What they’re asking is, “We want to know that God is with you, that God is for you. We want you to come and be the Power Team, to demonstrate that you have all of this power and all of this might, that the Spirit is upon you.” And yet Jesus turns around and says, “I will give you a sign, but it’s not the sign you want. The only sign I will give you is the sign of Jonah.” And then Jesus turns and explains to them what the sign of Jonah is. If you’ll notice in Jonah 1:11-3:5, we see both aspects of this sign that Jesus mentions. The first aspect is that Jonah was three days and three nights in the belly of the great fish and Jesus turns and says, “I will be three days and three nights in the very heart of the earth.” What we are seeing here is the judgment of Christ.
What you see here in the text of Jonah is God showing to His people His justice, His judgment, a coming atonement.
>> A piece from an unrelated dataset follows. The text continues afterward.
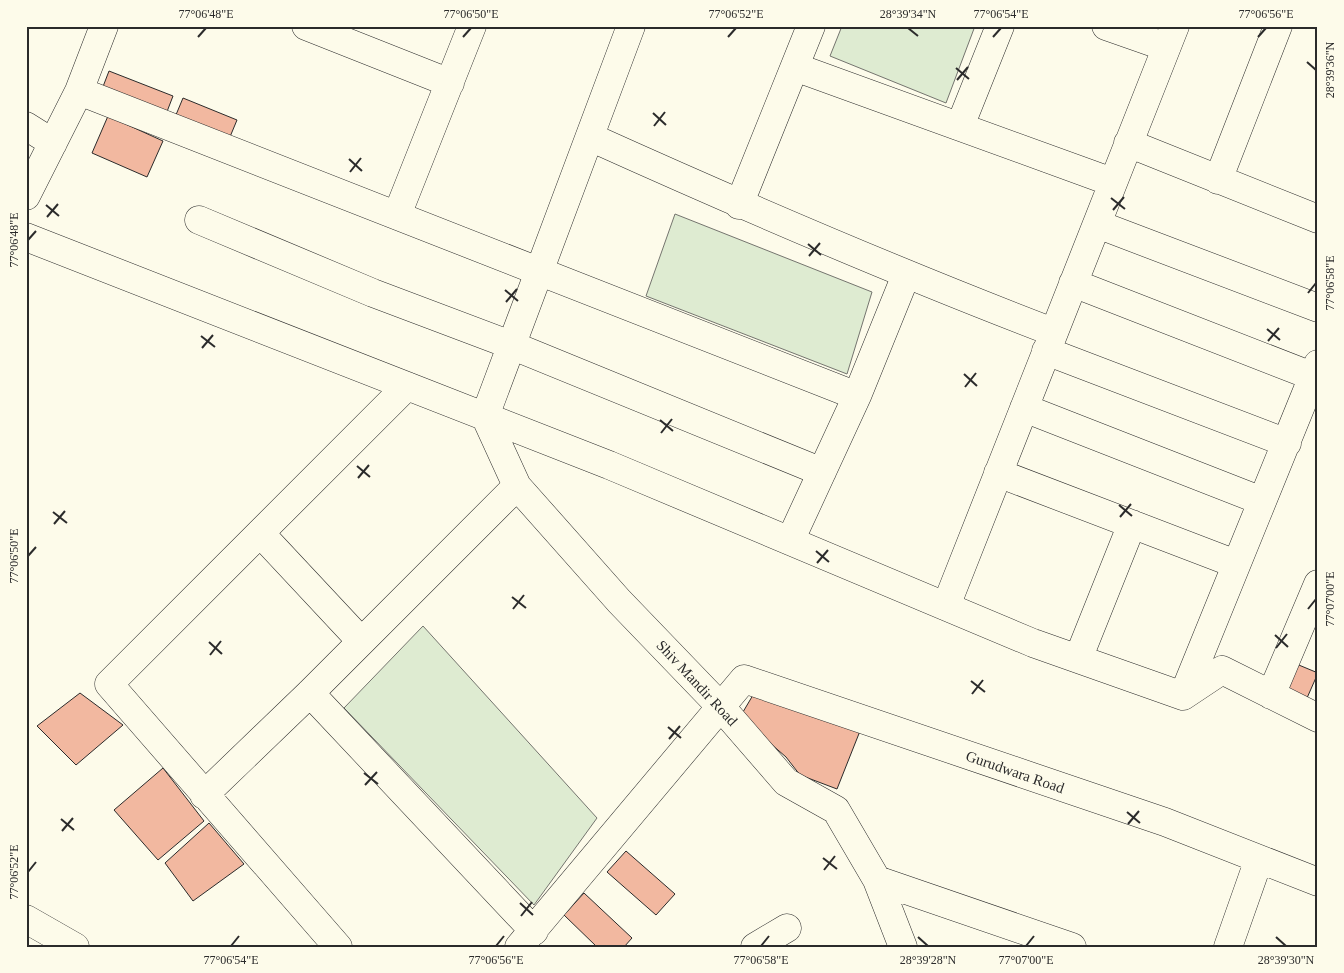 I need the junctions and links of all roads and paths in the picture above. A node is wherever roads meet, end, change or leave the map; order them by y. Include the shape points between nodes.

Jonah after all is a prophet of God, someone who is to go to Ninevah and to carry out what Israel is called to be, a light to the nations, someone who is coming so that all of the nations will say, “Teach us to walk in the ways of your God.”
Jonah is called to do this and yet Jonah refuses. He bucks against this. He seeks to flee to Tarshish, seeking to flee from the presence of God. And in his flight, along with a bunch of pagan seafarers, the sea begins to heave, the waters begin to wreck up against the ship, the winds begin to pick up. And notice here the way in which the Bible speaks of the sea, speaks of the water as an aspect of the judgment of God. This is something we have seen repeatedly in the Bible — from the flood that comes upon the entire world, washing it, destroying it; from the waters that come down on Pharoah’s army, destroying them, wiping them out — and yet in all of this, God is bringing His people safely through the waters, like when the Israelites stand on Jordan’s stormy banks and they are carried through the waters into the Promised Land.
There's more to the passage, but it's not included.